— Task requirements —
Restate all of the data exactly.

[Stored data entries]
================

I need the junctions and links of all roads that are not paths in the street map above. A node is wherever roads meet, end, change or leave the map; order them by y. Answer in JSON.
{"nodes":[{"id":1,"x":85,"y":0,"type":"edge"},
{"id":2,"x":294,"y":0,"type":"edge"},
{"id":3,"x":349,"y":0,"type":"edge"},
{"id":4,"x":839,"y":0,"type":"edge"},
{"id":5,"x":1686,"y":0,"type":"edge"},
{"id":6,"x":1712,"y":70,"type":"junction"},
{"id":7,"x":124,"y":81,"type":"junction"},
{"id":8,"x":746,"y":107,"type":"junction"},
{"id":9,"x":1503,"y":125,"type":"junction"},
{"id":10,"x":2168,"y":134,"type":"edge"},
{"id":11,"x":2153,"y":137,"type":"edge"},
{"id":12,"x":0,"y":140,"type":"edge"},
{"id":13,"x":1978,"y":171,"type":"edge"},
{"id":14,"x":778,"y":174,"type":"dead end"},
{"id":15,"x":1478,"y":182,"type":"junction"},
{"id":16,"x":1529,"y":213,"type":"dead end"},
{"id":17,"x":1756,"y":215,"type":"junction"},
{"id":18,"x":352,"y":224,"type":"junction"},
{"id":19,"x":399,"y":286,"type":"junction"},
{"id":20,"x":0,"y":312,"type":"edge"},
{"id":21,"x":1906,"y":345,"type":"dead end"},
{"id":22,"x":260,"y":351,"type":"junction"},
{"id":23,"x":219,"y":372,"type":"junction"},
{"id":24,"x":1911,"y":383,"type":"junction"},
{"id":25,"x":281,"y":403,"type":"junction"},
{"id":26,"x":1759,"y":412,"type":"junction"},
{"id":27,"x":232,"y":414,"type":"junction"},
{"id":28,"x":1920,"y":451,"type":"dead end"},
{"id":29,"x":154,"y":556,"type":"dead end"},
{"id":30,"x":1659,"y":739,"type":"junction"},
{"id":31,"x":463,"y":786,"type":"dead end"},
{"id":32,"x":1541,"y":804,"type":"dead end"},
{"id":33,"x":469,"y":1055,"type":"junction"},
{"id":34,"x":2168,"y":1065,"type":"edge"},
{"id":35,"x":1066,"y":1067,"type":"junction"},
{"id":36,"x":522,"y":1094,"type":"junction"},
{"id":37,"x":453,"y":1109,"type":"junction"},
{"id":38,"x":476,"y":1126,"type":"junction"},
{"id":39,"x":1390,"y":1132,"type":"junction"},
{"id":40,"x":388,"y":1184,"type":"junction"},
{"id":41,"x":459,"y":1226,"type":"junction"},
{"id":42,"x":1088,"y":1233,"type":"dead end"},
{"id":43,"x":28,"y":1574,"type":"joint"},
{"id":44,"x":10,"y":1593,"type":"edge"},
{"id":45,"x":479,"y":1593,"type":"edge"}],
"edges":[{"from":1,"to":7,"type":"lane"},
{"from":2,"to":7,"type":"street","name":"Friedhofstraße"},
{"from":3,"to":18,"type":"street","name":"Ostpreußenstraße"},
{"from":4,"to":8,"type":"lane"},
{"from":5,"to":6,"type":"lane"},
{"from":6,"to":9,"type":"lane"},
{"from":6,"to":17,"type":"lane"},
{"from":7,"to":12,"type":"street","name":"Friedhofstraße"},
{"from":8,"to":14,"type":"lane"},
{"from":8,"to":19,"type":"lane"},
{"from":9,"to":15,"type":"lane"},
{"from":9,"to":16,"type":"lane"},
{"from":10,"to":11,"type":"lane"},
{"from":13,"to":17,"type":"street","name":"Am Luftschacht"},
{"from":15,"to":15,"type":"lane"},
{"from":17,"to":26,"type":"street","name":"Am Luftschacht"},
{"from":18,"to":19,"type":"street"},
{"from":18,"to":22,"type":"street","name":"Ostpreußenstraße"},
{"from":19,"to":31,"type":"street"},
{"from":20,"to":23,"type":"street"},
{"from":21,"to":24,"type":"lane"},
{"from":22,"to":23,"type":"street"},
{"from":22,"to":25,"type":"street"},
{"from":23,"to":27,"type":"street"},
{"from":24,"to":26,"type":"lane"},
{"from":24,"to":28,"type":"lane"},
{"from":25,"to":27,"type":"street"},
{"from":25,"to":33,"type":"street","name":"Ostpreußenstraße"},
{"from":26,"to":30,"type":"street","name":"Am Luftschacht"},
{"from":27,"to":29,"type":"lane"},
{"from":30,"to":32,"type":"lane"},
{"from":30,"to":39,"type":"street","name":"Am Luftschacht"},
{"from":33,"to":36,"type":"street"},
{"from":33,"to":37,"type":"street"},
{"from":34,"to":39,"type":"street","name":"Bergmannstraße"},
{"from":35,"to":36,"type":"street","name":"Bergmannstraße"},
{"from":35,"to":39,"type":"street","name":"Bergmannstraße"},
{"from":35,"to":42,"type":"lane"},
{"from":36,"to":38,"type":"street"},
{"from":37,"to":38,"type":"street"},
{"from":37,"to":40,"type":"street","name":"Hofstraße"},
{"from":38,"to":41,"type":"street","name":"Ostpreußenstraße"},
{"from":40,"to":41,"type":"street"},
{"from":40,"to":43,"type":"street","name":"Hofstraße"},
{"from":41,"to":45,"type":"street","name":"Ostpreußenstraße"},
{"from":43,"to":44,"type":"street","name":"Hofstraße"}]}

================

— Reply to the exercise —
I need the junctions and links of all roads that are not paths in the street map above. A node is wherever roads meet, end, change or leave the map; order them by y. Answer in JSON.
{"nodes":[{"id":1,"x":85,"y":0,"type":"edge"},
{"id":2,"x":294,"y":0,"type":"edge"},
{"id":3,"x":349,"y":0,"type":"edge"},
{"id":4,"x":839,"y":0,"type":"edge"},
{"id":5,"x":1686,"y":0,"type":"edge"},
{"id":6,"x":1712,"y":70,"type":"junction"},
{"id":7,"x":124,"y":81,"type":"junction"},
{"id":8,"x":746,"y":107,"type":"junction"},
{"id":9,"x":1503,"y":125,"type":"junction"},
{"id":10,"x":2168,"y":134,"type":"edge"},
{"id":11,"x":2153,"y":137,"type":"edge"},
{"id":12,"x":0,"y":140,"type":"edge"},
{"id":13,"x":1978,"y":171,"type":"edge"},
{"id":14,"x":778,"y":174,"type":"dead end"},
{"id":15,"x":1478,"y":182,"type":"junction"},
{"id":16,"x":1529,"y":213,"type":"dead end"},
{"id":17,"x":1756,"y":215,"type":"junction"},
{"id":18,"x":352,"y":224,"type":"junction"},
{"id":19,"x":399,"y":286,"type":"junction"},
{"id":20,"x":0,"y":312,"type":"edge"},
{"id":21,"x":1906,"y":345,"type":"dead end"},
{"id":22,"x":260,"y":351,"type":"junction"},
{"id":23,"x":219,"y":372,"type":"junction"},
{"id":24,"x":1911,"y":383,"type":"junction"},
{"id":25,"x":281,"y":403,"type":"junction"},
{"id":26,"x":1759,"y":412,"type":"junction"},
{"id":27,"x":232,"y":414,"type":"junction"},
{"id":28,"x":1920,"y":451,"type":"dead end"},
{"id":29,"x":154,"y":556,"type":"dead end"},
{"id":30,"x":1659,"y":739,"type":"junction"},
{"id":31,"x":463,"y":786,"type":"dead end"},
{"id":32,"x":1541,"y":804,"type":"dead end"},
{"id":33,"x":469,"y":1055,"type":"junction"},
{"id":34,"x":2168,"y":1065,"type":"edge"},
{"id":35,"x":1066,"y":1067,"type":"junction"},
{"id":36,"x":522,"y":1094,"type":"junction"},
{"id":37,"x":453,"y":1109,"type":"junction"},
{"id":38,"x":476,"y":1126,"type":"junction"},
{"id":39,"x":1390,"y":1132,"type":"junction"},
{"id":40,"x":388,"y":1184,"type":"junction"},
{"id":41,"x":459,"y":1226,"type":"junction"},
{"id":42,"x":1088,"y":1233,"type":"dead end"},
{"id":43,"x":28,"y":1574,"type":"joint"},
{"id":44,"x":10,"y":1593,"type":"edge"},
{"id":45,"x":479,"y":1593,"type":"edge"}],
"edges":[{"from":1,"to":7,"type":"lane"},
{"from":2,"to":7,"type":"street","name":"Friedhofstraße"},
{"from":3,"to":18,"type":"street","name":"Ostpreußenstraße"},
{"from":4,"to":8,"type":"lane"},
{"from":5,"to":6,"type":"lane"},
{"from":6,"to":9,"type":"lane"},
{"from":6,"to":17,"type":"lane"},
{"from":7,"to":12,"type":"street","name":"Friedhofstraße"},
{"from":8,"to":14,"type":"lane"},
{"from":8,"to":19,"type":"lane"},
{"from":9,"to":15,"type":"lane"},
{"from":9,"to":16,"type":"lane"},
{"from":10,"to":11,"type":"lane"},
{"from":13,"to":17,"type":"street","name":"Am Luftschacht"},
{"from":15,"to":15,"type":"lane"},
{"from":17,"to":26,"type":"street","name":"Am Luftschacht"},
{"from":18,"to":19,"type":"street"},
{"from":18,"to":22,"type":"street","name":"Ostpreußenstraße"},
{"from":19,"to":31,"type":"street"},
{"from":20,"to":23,"type":"street"},
{"from":21,"to":24,"type":"lane"},
{"from":22,"to":23,"type":"street"},
{"from":22,"to":25,"type":"street"},
{"from":23,"to":27,"type":"street"},
{"from":24,"to":26,"type":"lane"},
{"from":24,"to":28,"type":"lane"},
{"from":25,"to":27,"type":"street"},
{"from":25,"to":33,"type":"street","name":"Ostpreußenstraße"},
{"from":26,"to":30,"type":"street","name":"Am Luftschacht"},
{"from":27,"to":29,"type":"lane"},
{"from":30,"to":32,"type":"lane"},
{"from":30,"to":39,"type":"street","name":"Am Luftschacht"},
{"from":33,"to":36,"type":"street"},
{"from":33,"to":37,"type":"street"},
{"from":34,"to":39,"type":"street","name":"Bergmannstraße"},
{"from":35,"to":36,"type":"street","name":"Bergmannstraße"},
{"from":35,"to":39,"type":"street","name":"Bergmannstraße"},
{"from":35,"to":42,"type":"lane"},
{"from":36,"to":38,"type":"street"},
{"from":37,"to":38,"type":"street"},
{"from":37,"to":40,"type":"street","name":"Hofstraße"},
{"from":38,"to":41,"type":"street","name":"Ostpreußenstraße"},
{"from":40,"to":41,"type":"street"},
{"from":40,"to":43,"type":"street","name":"Hofstraße"},
{"from":41,"to":45,"type":"street","name":"Ostpreußenstraße"},
{"from":43,"to":44,"type":"street","name":"Hofstraße"}]}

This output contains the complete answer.